When folksinger and playwright, Michael Patrick Smith, decided to leave a comfortable life in New York City to seek work in the Bakken oilfield of North Dakota his motivations were clear. He wanted to make a lot of money and make it fast. Companies were “desperate for bodies to work the rigs” offering generous terms to “any dude who could make the trek to town and swing a hammer when he got there”. In this remarkable debut, using as source material the emails written to his friends during his time on the fields, it becomes clear that his underlying motivations were much more complex.
Work on the Bakken is back-breaking and dangerous. Conditions, especially in the cold, dark winter months, are brutal. The friendships and alliances Smith makes with his peripatetic co-workers are forged in this environment, where mistakes can have fatal consequences. Although viewed as something as an oddity, an Obama-supporting liberal in King Arthur’s Court, he earns respect through sheer graft and becomes considered ‘a good hand’. Smith almost wears the exhaustion that accompanies the end of each shift signals as a badge of pride.

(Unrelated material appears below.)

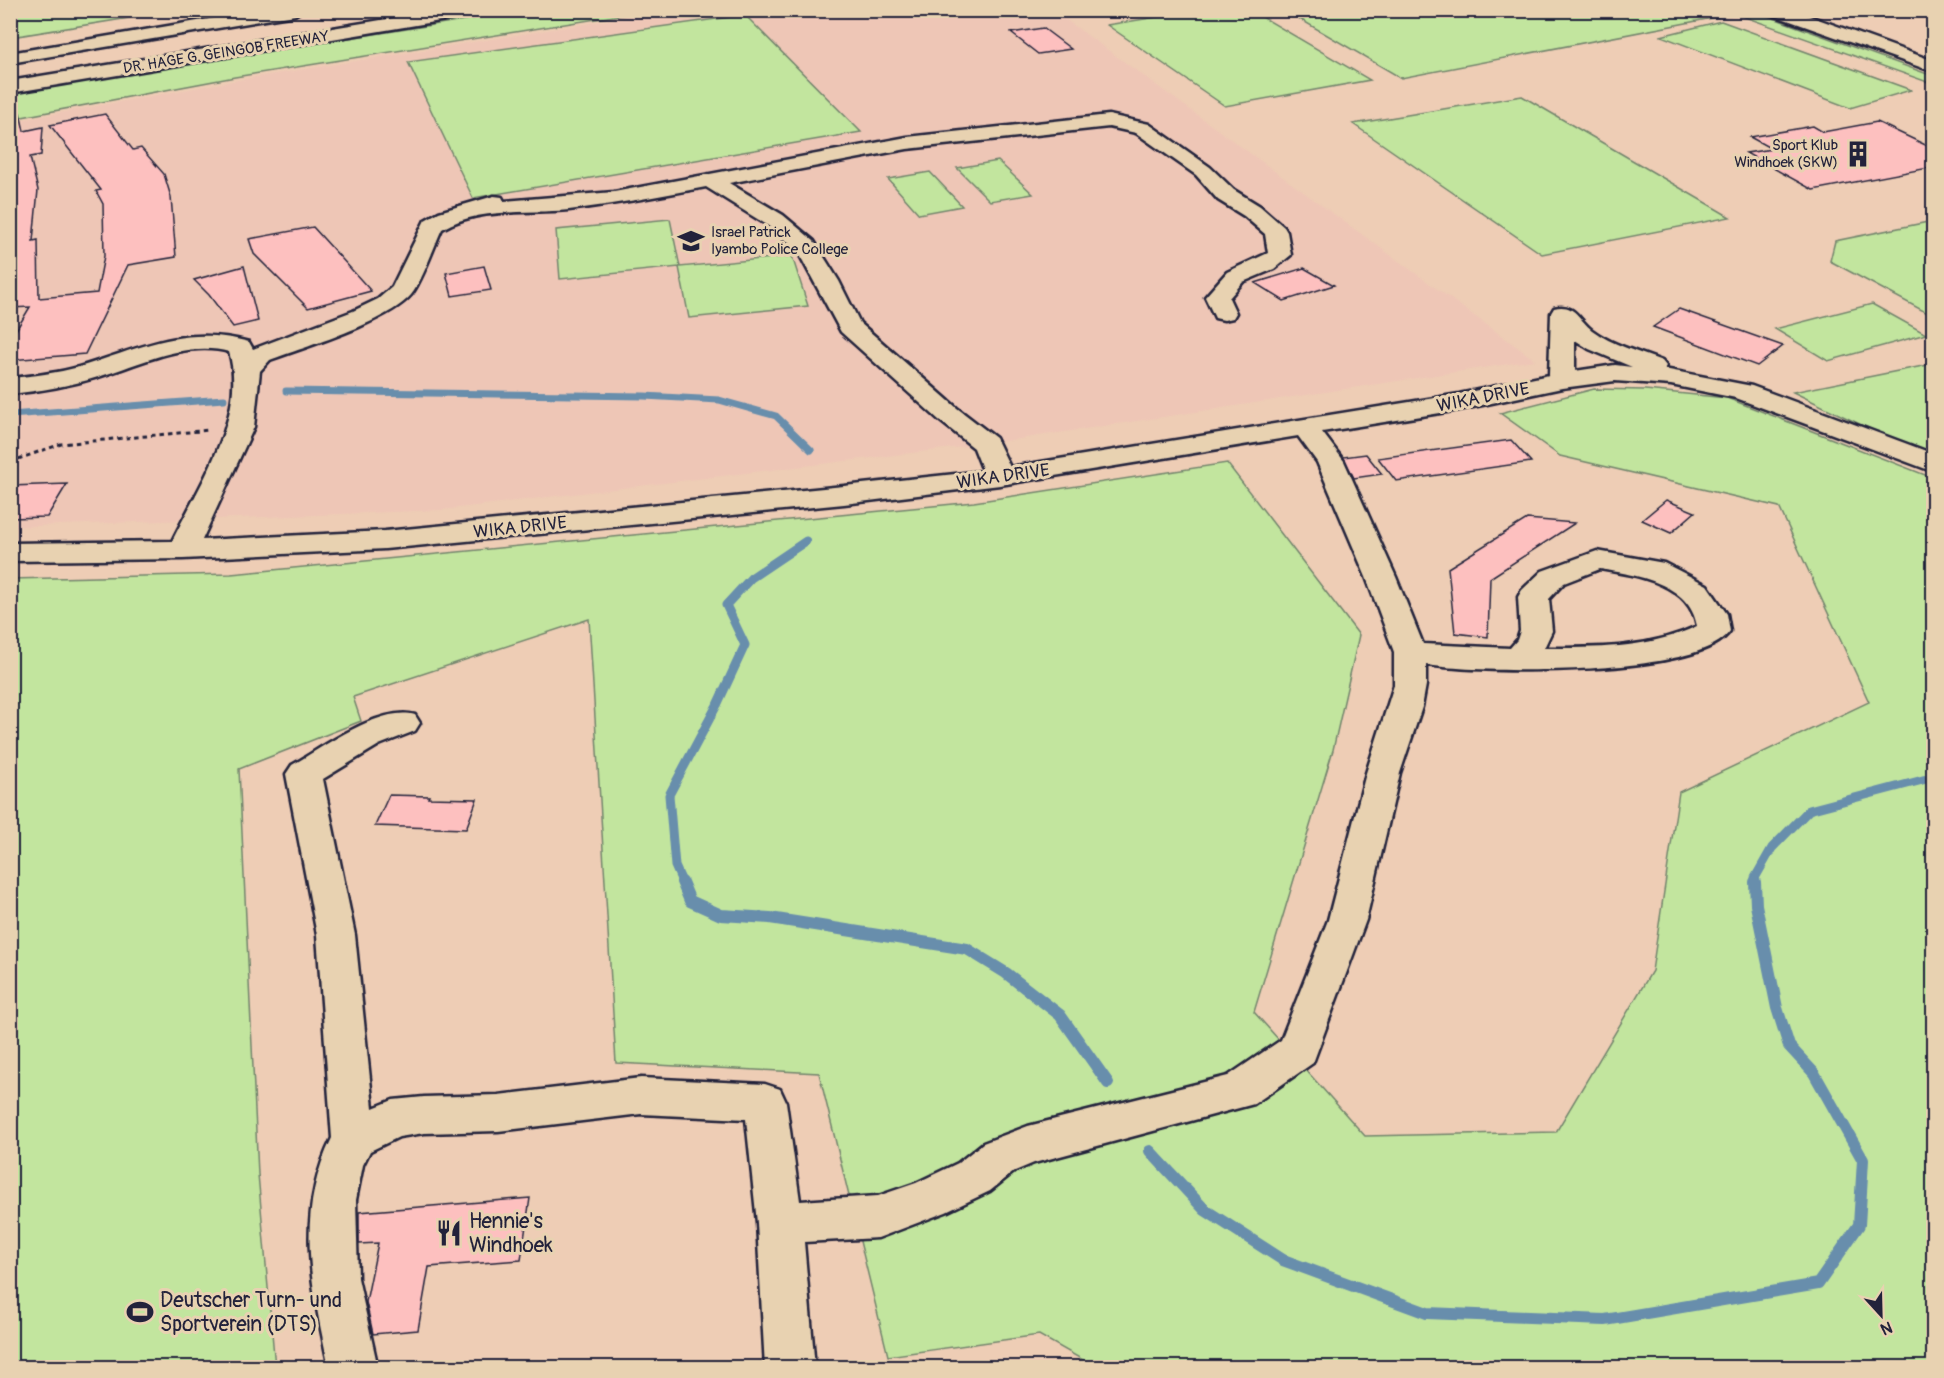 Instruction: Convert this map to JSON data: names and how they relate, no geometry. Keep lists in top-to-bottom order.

Back in the Boomtown, he shares bedroom floors with other transient workers, where the social infrastructure has been stretched way beyond its limits. The influx of men seeking work, and the desperation of employers willing to turn a blind-eye to past misdeeds, led to a sharp rise in crime. Smith, whose own upbringing was frequently violent, is unflinching in his descriptions of how the ‘boom’ is anything but for many locals.

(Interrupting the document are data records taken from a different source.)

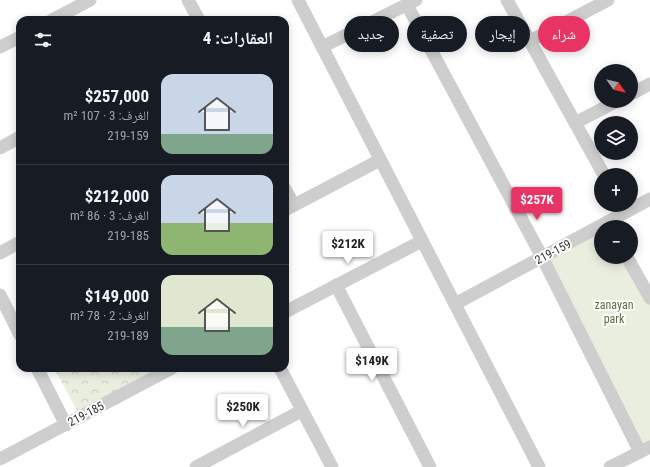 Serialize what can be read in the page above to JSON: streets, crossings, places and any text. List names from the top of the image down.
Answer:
{
  "streets": {
    "street": ["219-159", "219-185"]
  },
  "parks": ["zanayan park"],
  "north": "bottom right",
  "page": {
    "chip": [
      "شراء",
      "إيجار",
      "تصفية",
      "جديد"
    ],
    "heading": "العقارات: 4",
    "map_buttons": ["+", "−"],
    "list": [
      {
        "name": "$257,000",
        "note": "الغرف: 3 · 107 m² · 219-159"
      },
      {
        "name": "$212,000",
        "note": "الغرف: 3 · 86 m² · 219-185"
      },
      {
        "name": "$149,000",
        "note": "الغرف: 2 · 78 m² · 219-189"
      }
    ],
    "price": [
      "$257K",
      "$212K",
      "$149K",
      "$250K"
    ]
  }
}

Like the California gold-rush of the 19th century, the shale gas revolution has changed America. The importance and benefits of energy self-sufficiency is not some abstract concept, but something that will deliver benefits for decades to come. While chronicling his own time living this version of the American Dream, Smith also shines an unsparing light on the impact it has on the people tasked with building it.